Mariana la practicante y mis instintos

No sé si fue la forma en que caminaba, o el contraste de su juventud con todo ese protocolo fingido del evento, pero desde el primer momento que la vi, supe que iba a ser un problema. Se llamaba Mariana. Tenía 22, tal vez 23 años. Estudiante de comunicación, estaba haciendo su pasantía en la organización del evento regional de desarrollo sostenible al que me invitaron como expositor.

Lo curioso fue que no la noté al principio. Estaba allí, organizando papeles, ayudando con las acreditaciones… una más entre tantas mujeres jóvenes.

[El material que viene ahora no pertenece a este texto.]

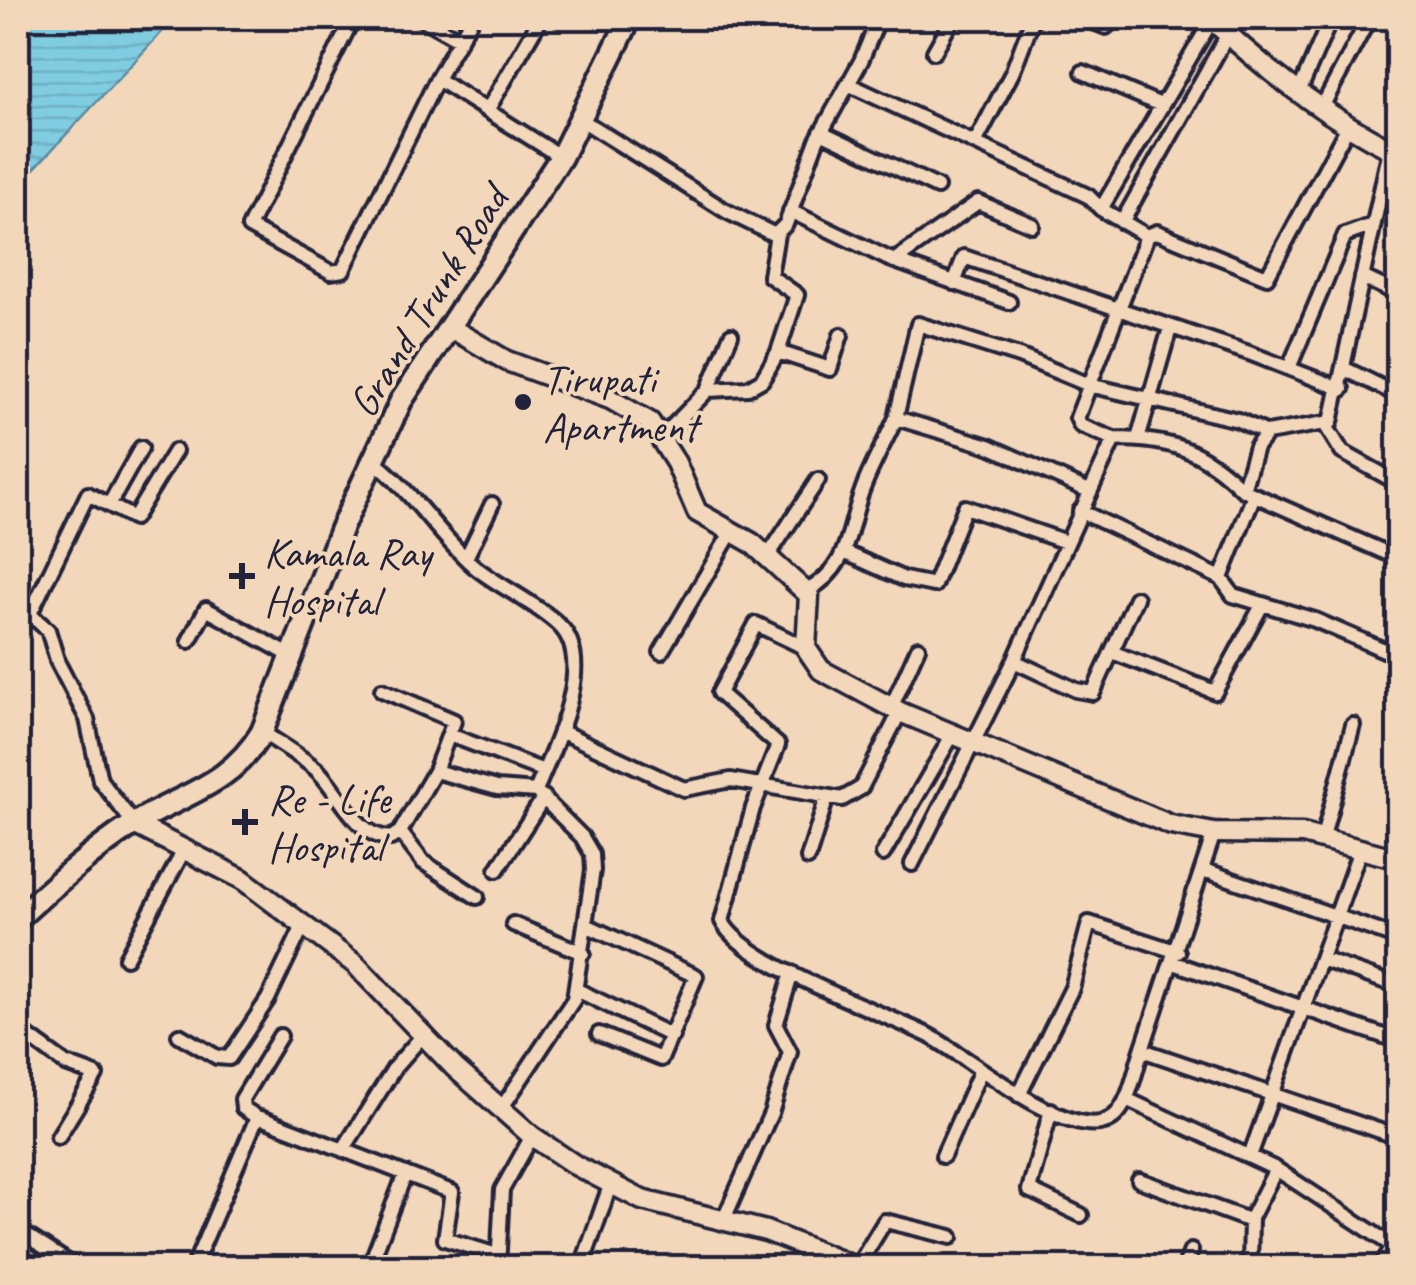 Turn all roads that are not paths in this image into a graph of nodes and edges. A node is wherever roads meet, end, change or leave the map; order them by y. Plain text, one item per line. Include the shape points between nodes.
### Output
1 (352, 18) edge
2 (421, 18) edge
3 (472, 18) edge
4 (541, 18) edge
5 (630, 18) edge
6 (878, 18) edge
7 (953, 18) edge
8 (1032, 18) edge
9 (1083, 18) edge
10 (1115, 18) edge
11 (1330, 18) edge
12 (1211, 19) edge
13 (1365, 26) dead end
14 (1228, 34) junction
15 (460, 40) junction
16 (934, 52) dead end
17 (1083, 72) dead end
18 (437, 79) junction
19 (848, 84) junction
20 (1298, 94) junction
21 (1160, 105) junction
22 (488, 109) junction
23 (1321, 110) junction
24 (580, 119) junction
25 (1346, 128) junction
26 (821, 132) junction
27 (974, 143) junction
28 (1394, 151) edge
29 (561, 157) junction
30 (937, 187) dead end
31 (1100, 210) junction
32 (790, 211) junction
33 (1122, 222) junction
34 (1032, 225) dead end
35 (1373, 226) junction
36 (777, 234) junction
37 (1147, 236) junction
38 (894, 261) junction
39 (1362, 277) junction
40 (954, 283) junction
41 (1398, 294) edge
42 (1009, 302) dead end
43 (1119, 310) junction
44 (449, 327) junction
45 (1170, 328) junction
46 (730, 335) dead end
47 (841, 336) dead end
48 (778, 352) junction
49 (1288, 368) junction
50 (1345, 369) junction
51 (1089, 385) junction
52 (1342, 388) junction
53 (708, 390) junction
54 (1398, 395) edge
55 (1148, 398) junction
56 (896, 418) junction
57 (1326, 426) junction
58 (1267, 433) junction
59 (662, 437) junction
60 (1114, 438) junction
61 (1138, 439) junction
62 (141, 448) dead end
63 (175, 451) dead end
64 (373, 461) junction
65 (818, 480) dead end
66 (1398, 482) edge
67 (1089, 491) junction
68 (1248, 492) junction
69 (109, 504) junction
70 (492, 504) dead end
71 (1080, 511) junction
72 (732, 531) junction
73 (1066, 542) junction
74 (846, 554) junction
75 (768, 556) junction
76 (466, 558) junction
77 (1398, 558) edge
78 (1221, 578) junction
79 (807, 591) junction
80 (1136, 598) dead end
81 (18, 604) edge
82 (1261, 606) junction
83 (32, 612) junction
84 (189, 641) dead end
85 (806, 648) junction
86 (918, 648) dead end
87 (661, 652) dead end
88 (1112, 652) junction
89 (294, 656) junction
90 (1398, 656) edge
91 (1014, 661) junction
92 (382, 690) dead end
93 (896, 710) junction
94 (1353, 725) dead end
95 (560, 731) junction
96 (262, 732) junction
97 (953, 734) junction
98 (450, 735) junction
99 (976, 744) junction
100 (544, 771) junction
101 (434, 772) junction
102 (761, 786) junction
103 (540, 794) junction
104 (827, 797) junction
105 (134, 824) junction
106 (400, 832) junction
107 (1214, 833) junction
108 (1323, 837) junction
109 (1360, 847) junction
110 (184, 850) junction
111 (883, 854) dead end
112 (808, 858) dead end
113 (1398, 859) edge
114 (912, 864) dead end
115 (497, 870) dead end
116 (1204, 870) junction
117 (477, 896) dead end
118 (1336, 916) junction
119 (18, 918) edge
120 (512, 924) dead end
121 (586, 925) junction
122 (302, 928) junction
123 (1398, 938) edge
124 (583, 953) junction
125 (126, 958) dead end
126 (1176, 958) junction
127 (1321, 959) junction
128 (792, 973) junction
129 (1398, 986) edge
130 (577, 990) junction
131 (1304, 1005) junction
132 (18, 1029) edge
133 (424, 1033) junction
134 (599, 1034) dead end
135 (179, 1035) dead end
136 (280, 1036) dead end
137 (672, 1036) junction
138 (1398, 1041) edge
139 (1142, 1050) junction
140 (980, 1070) junction
141 (1272, 1093) junction
142 (1019, 1095) junction
143 (1126, 1099) junction
144 (501, 1109) junction
145 (1051, 1110) junction
146 (258, 1118) junction
147 (532, 1136) junction
148 (1398, 1137) edge
149 (58, 1138) dead end
150 (342, 1150) junction
151 (943, 1156) dead end
152 (1250, 1156) junction
153 (1276, 1169) junction
154 (406, 1174) junction
155 (1139, 1180) dead end
156 (610, 1186) junction
157 (1081, 1214) dead end
158 (724, 1220) junction
159 (1251, 1221) junction
160 (18, 1230) edge
161 (952, 1237) dead end
162 (1398, 1248) edge
163 (1191, 1251) dead end
164 (497, 1261) edge
165 (857, 1267) edge
166 (77, 1268) edge
167 (192, 1268) edge
168 (368, 1268) edge
169 (581, 1268) edge
170 (1184, 1268) edge
171 (1250, 1268) edge
172 (1382, 1268) edge

1 - 18 street via 249,227 331,272 342,270
2 - 15 street
3 - 15 street
4 - 22 street
5 - 24 main road, Grand Trunk Road
6 - 19 street
7 - 16 street
8 - 27 street via 1012,74
9 - 10 street via 1108,28
11 - 20 street
12 - 14 street
12 - 21 street
13 - 23 street
14 - 20 street
14 - 33 street
15 - 18 street
17 - 21 street
18 - 22 street
19 - 26 street
19 - 27 street
20 - 23 street
21 - 31 street
22 - 29 street
23 - 25 street
24 - 29 main road, Grand Trunk Road
24 - 36 street via 726,211
25 - 28 street
25 - 37 street via 1267,278 1157,232
26 - 30 street
26 - 32 street
27 - 31 street via 1088,196
28 - 35 street
29 - 44 main road, Grand Trunk Road
31 - 33 street
32 - 36 street
32 - 38 street
33 - 37 street
34 - 38 street via 978,202
35 - 39 street
35 - 49 street via 1350,231 1340,243
36 - 48 street via 770,276 797,295
37 - 43 street
38 - 40 street
39 - 41 street
39 - 50 street
40 - 42 street
40 - 43 street via 964,257
43 - 45 street
43 - 51 street
44 - 59 street via 518,366 620,404
44 - 64 main road, Grand Trunk Road via 412,380
45 - 49 street
45 - 55 street
46 - 53 street
47 - 48 street via 828,369
48 - 53 street via 756,385
49 - 52 street
50 - 52 street
50 - 54 street
51 - 55 street
51 - 56 street via 919,323
51 - 60 street via 1079,424
52 - 57 street
53 - 59 street
55 - 58 street
55 - 61 street
56 - 67 street via 989,446
56 - 74 street via 862,491
57 - 58 street
57 - 66 street via 1342,452
58 - 68 street via 1256,446
59 - 72 street via 693,507
60 - 61 street
60 - 67 street
61 - 68 street via 1203,454
62 - 69 street
63 - 69 street via 134,518
64 - 76 street
64 - 89 main road, Grand Trunk Road
65 - 75 street
67 - 71 street
68 - 77 street
68 - 78 street
69 - 83 street via 88,494
70 - 76 street
71 - 73 street
71 - 78 street
72 - 75 street
72 - 87 street
73 - 74 street via 965,507 934,585
73 - 91 street
74 - 79 street
75 - 79 street
76 - 95 street via 569,638 572,688
78 - 82 street via 1228,593
79 - 85 street
80 - 88 street
81 - 83 street
82 - 88 street via 1215,692
82 - 90 street via 1328,625
83 - 105 street via 48,630 83,710 104,788
84 - 89 street via 206,609
85 - 93 street via 820,670
85 - 102 street via 756,624 719,693 778,743
86 - 93 street
88 - 91 street via 1090,694
89 - 96 main road, Grand Trunk Road
91 - 99 street
92 - 98 street via 451,719
93 - 97 street
93 - 104 street via 858,792 848,799
94 - 108 street
95 - 100 street
95 - 102 street via 684,789 731,780
96 - 105 main road, Grand Trunk Road via 238,767
96 - 106 street via 317,770 371,833 387,838
97 - 99 street
97 - 111 street
98 - 100 street
98 - 101 street
99 - 107 street via 1148,816
99 - 114 street
100 - 103 street
101 - 103 street
101 - 106 street
102 - 104 street
102 - 128 street via 722,922
103 - 115 street
103 - 121 street via 592,854
104 - 112 street
105 - 110 street
105 - 119 main road, Grand Trunk Road
106 - 117 street via 423,862
107 - 108 street
107 - 116 street
108 - 109 street
109 - 113 street
109 - 118 street
110 - 122 street via 242,879
110 - 125 street
116 - 118 street
116 - 126 street
118 - 123 street
118 - 127 street
120 - 124 street
121 - 124 street
121 - 137 street via 696,975
122 - 133 street via 354,964
122 - 135 street via 229,1058
124 - 130 street
126 - 131 street
126 - 139 street
126 - 142 street via 1088,924 1072,988
127 - 129 street
127 - 131 street
128 - 140 street via 930,1037
128 - 158 street via 776,1025 790,1052
130 - 137 street
130 - 144 street via 560,1026
131 - 138 street
131 - 141 street
132 - 149 street via 66,1064 96,1076
133 - 144 street
133 - 150 street
134 - 137 street via 659,1060
136 - 146 street via 242,1099 243,1108
139 - 141 street
139 - 143 street
140 - 142 street
140 - 151 street
141 - 148 street
141 - 152 street
142 - 145 street
143 - 145 street via 1102,1123
143 - 152 street
144 - 147 street
145 - 157 street via 1029,1190
146 - 150 street
146 - 167 street
147 - 156 street
147 - 164 street via 502,1190
150 - 154 street
152 - 153 street
153 - 159 street
153 - 162 street
154 - 164 street via 453,1192 445,1239
154 - 168 street
155 - 159 street
156 - 158 street
156 - 169 street
158 - 165 street
159 - 171 street
160 - 166 street
161 - 165 street via 885,1221
162 - 172 street
163 - 170 street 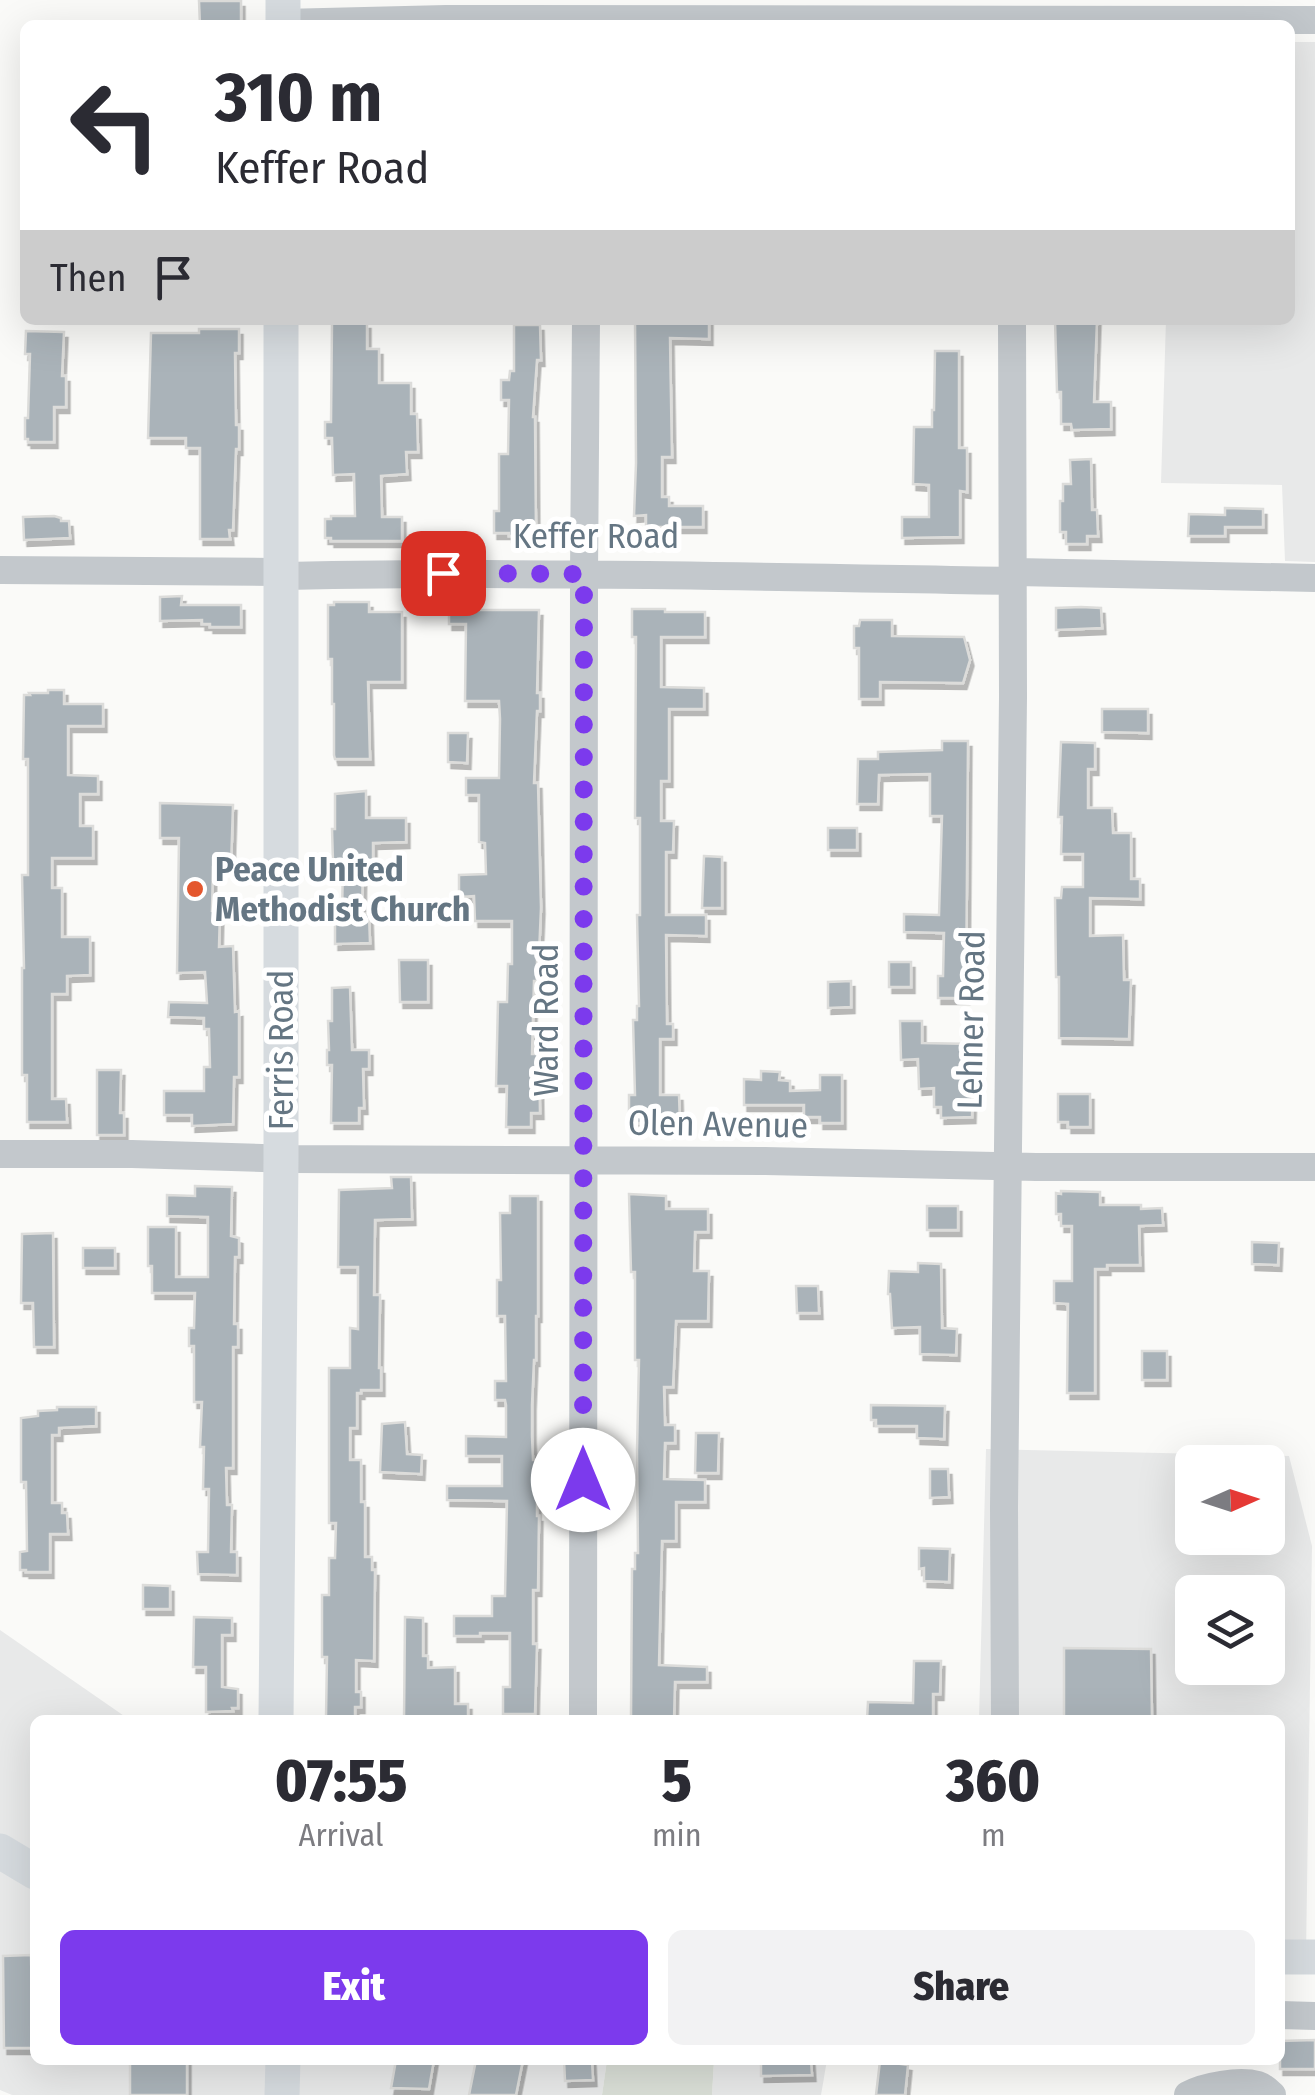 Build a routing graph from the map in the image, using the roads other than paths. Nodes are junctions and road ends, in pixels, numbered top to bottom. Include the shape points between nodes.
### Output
1 (1012, 15) edge
2 (283, 16) edge
3 (583, 16) edge
4 (1315, 20) edge
5 (281, 325) edge
6 (586, 325) edge
7 (1012, 325) edge
8 (0, 570) edge
9 (280, 574) junction
10 (584, 574) junction
11 (1012, 576) junction
12 (1315, 578) edge
13 (0, 1154) edge
14 (281, 1158) junction
15 (583, 1160) junction
16 (1007, 1166) junction
17 (1315, 1167) edge
18 (276, 1715) edge
19 (582, 1715) edge
20 (1005, 1715) edge
21 (0, 1851) edge
22 (30, 1869) edge
23 (1285, 1956) edge
24 (1315, 1958) edge
25 (1285, 2015) edge
26 (1315, 2016) edge
27 (282, 2065) edge
28 (1234, 2072) edge
29 (282, 2095) edge
30 (1188, 2095) edge
31 (1272, 2095) edge

1 - 3 street
1 - 4 street
2 - 3 street
5 - 9 main road, Ferris Road
6 - 10 street, Ward Road
7 - 11 street, Lehner Road
8 - 9 street, Keffer Road
9 - 10 street, Keffer Road
9 - 14 main road, Ferris Road
10 - 11 street, Keffer Road
10 - 15 street, Ward Road
11 - 12 street, Keffer Road
11 - 16 street, Lehner Road
13 - 14 street, Olen Avenue
14 - 15 street, Olen Avenue
14 - 18 main road, Ferris Road
15 - 16 street, Olen Avenue
15 - 19 street, Ward Road
16 - 17 street, Olen Avenue
16 - 20 street, Lehner Road
21 - 22 main road
23 - 24 main road
25 - 26 street
27 - 29 main road
28 - 30 street
28 - 31 street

Pero ese segundo día, mientras esperábamos para entrar al salón de conferencias, se agachó a recoger un gafete que se le había caído. Usaba unas baletas negras muy básicas, y al agacharse, uno de sus pies se le salió un poco… dejando ver su talón sudado, brilloso, con la marca de la plantilla.

Y no sé… me entró un calor que no tenía nada que ver con el clima de esa ciudad. Me quedé mirándola de reojo. El tobillo delgadito, la forma en que lo frotó contra el otro pie, como quitándose la incomodidad… eso me dejó desconcentrado todo el resto del día.

Al tercer día ya sabía cómo se llamaba, de qué universidad venía y que estaba encargada de acompañar a los conferencistas. Lo supe porque me tocó ella.

—Buenos días, don Andrés —me saludó sonriendo—. Hoy me toca acompañarlo y ayudarle con lo que necesite. ¿Le traigo café? ¿Agua?

—Gracias, Mariana. Café estaría bien.

No me perdía un solo movimiento suyo. Esa sonrisa que le nacía fácil, la forma en que se recogía el cabello en una trenza medio desordenada, y lo mejor… ese caminar descalzo a ratos. Sí, a veces, cuando se sentaba detrás del escenario, se quitaba las baletas y movía los pies como quien no puede con el calor.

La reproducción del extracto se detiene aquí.